Суггестивность поэзии Айзенберга — форма существования его лирического героя, не вписанного в социальный быт, смотрящего вовне не напрямую, а через светофильтр своей внутренней жизни.

Однако “герметичная” поэзия не сводится к поэзии суггестивной, а включает ее. Концептуалистская поэзия безусловно “герметична”, притом что никакой завуалированности лирического сюжета или субъективности образов здесь нет и в помине.

 

Веник сломан, не фурычит

Нечем пол мне подметать

А уж как, едрена мать

Как бывало подметал я

Там, бывало, подмету —

Все светло кругом, а ныне

Сломано все, не фурычит

Жить не хочется

(Д.А.Пригов)

 

У высказывания есть три способа как бы скрыться от посторонних глаз: семантическая избыточность (метареалисты), энтимема (Айзенберг), наконец, “чужая речь”. По ведомству последней проходят и “карточки” Рубинштейна, и сочиненные от лица героя-маски тексты Дмитрия Александровича Пригова.
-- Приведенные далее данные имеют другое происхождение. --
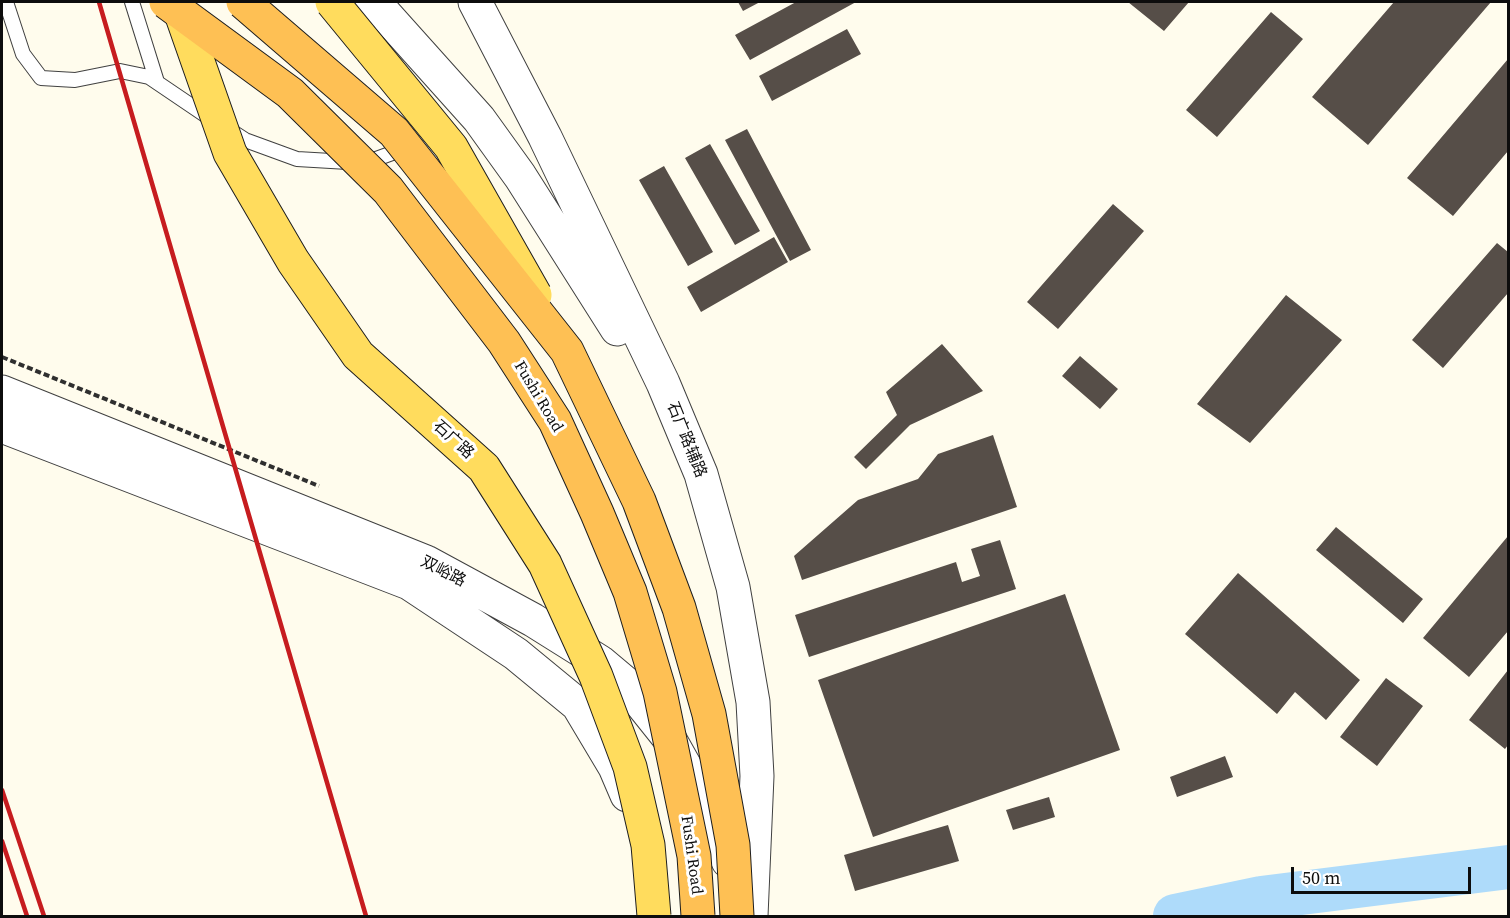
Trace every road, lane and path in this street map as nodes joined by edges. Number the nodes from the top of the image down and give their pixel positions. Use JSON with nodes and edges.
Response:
{"nodes":[{"id":1,"x":6,"y":2,"type":"edge"},
{"id":2,"x":132,"y":2,"type":"edge"},
{"id":3,"x":166,"y":2,"type":"edge"},
{"id":4,"x":177,"y":2,"type":"edge"},
{"id":5,"x":243,"y":2,"type":"edge"},
{"id":6,"x":332,"y":2,"type":"edge"},
{"id":7,"x":370,"y":2,"type":"edge"},
{"id":8,"x":475,"y":2,"type":"edge"},
{"id":9,"x":157,"y":82,"type":"junction"},
{"id":10,"x":523,"y":95,"type":"junction"},
{"id":11,"x":458,"y":108,"type":"junction"},
{"id":12,"x":567,"y":351,"type":"junction"},
{"id":13,"x":2,"y":392,"type":"edge"},
{"id":14,"x":2,"y":426,"type":"edge"},
{"id":15,"x":669,"y":738,"type":"junction"},
{"id":16,"x":654,"y":916,"type":"edge"},
{"id":17,"x":661,"y":916,"type":"edge"},
{"id":18,"x":698,"y":916,"type":"edge"},
{"id":19,"x":738,"y":916,"type":"edge"},
{"id":20,"x":751,"y":916,"type":"edge"}],
"edges":[{"from":1,"to":9,"type":"lane"},
{"from":2,"to":9,"type":"lane"},
{"from":3,"to":18,"type":"highway","name":"Fushi Road","bridge":true},
{"from":4,"to":16,"type":"main road","name":"石广路","bridge":true},
{"from":5,"to":12,"type":"highway","bridge":true},
{"from":6,"to":12,"type":"main road","bridge":true},
{"from":7,"to":11,"type":"street","name":"石广路辅路"},
{"from":8,"to":10,"type":"street","name":"石广路辅路"},
{"from":9,"to":11,"type":"lane"},
{"from":10,"to":11,"type":"street"},
{"from":10,"to":20,"type":"street","name":"石广路辅路"},
{"from":11,"to":15,"type":"street","name":"石广路辅路"},
{"from":12,"to":19,"type":"highway","bridge":true},
{"from":13,"to":15,"type":"street","name":"双峪路"},
{"from":14,"to":17,"type":"street","name":"双峪路"},
{"from":15,"to":19,"type":"street","name":"双峪路"}]}
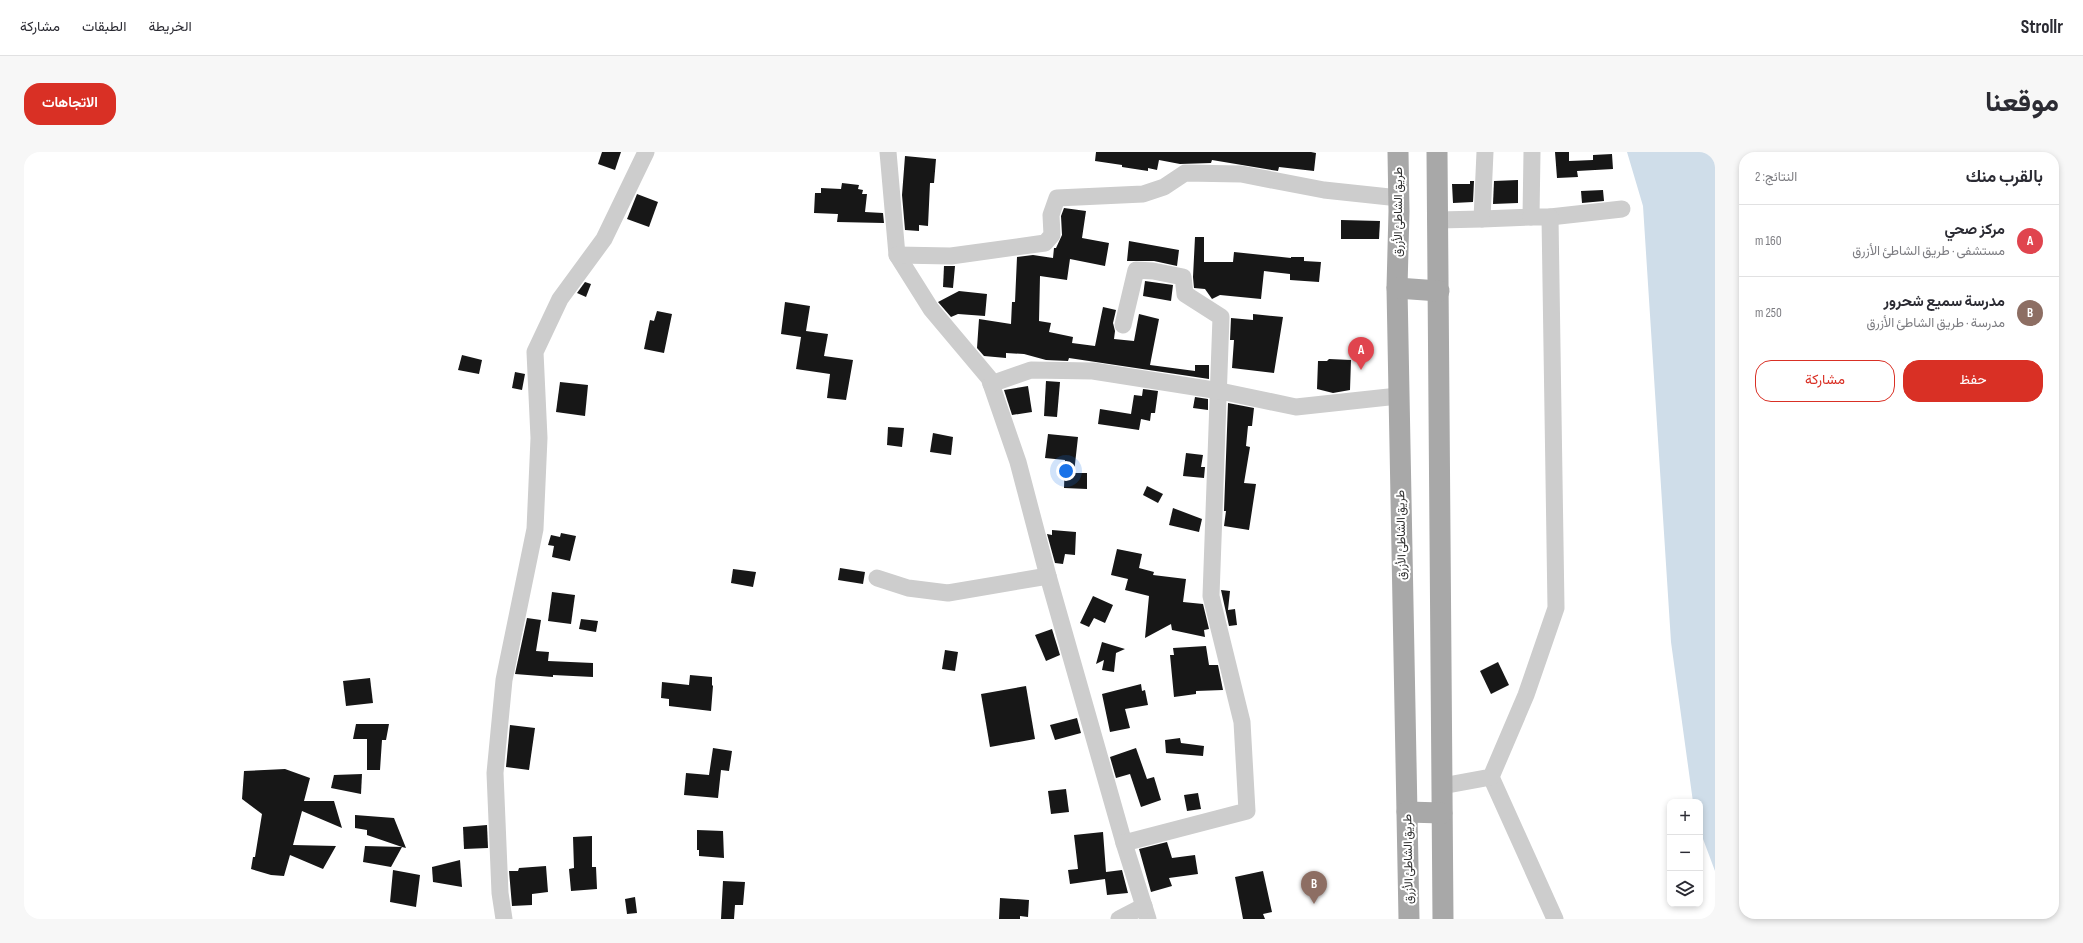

Здесь принципиально важно, что мы “хотим не понять”. Применительно к концептуализму некорректен вопрос “о чем”; правильный вопрос: “зачем”, и именно здесь раскидывается поле плодотворной неясности, когда мы чувствуем, что высказывание и текст размежеваны, последний лишь указывает на первое.

Если стихотворные объекты Д.А.Пригова — это тотальная, капсулированная “чужая речь”, то иначе работает с той же материей Евгений Бунимович.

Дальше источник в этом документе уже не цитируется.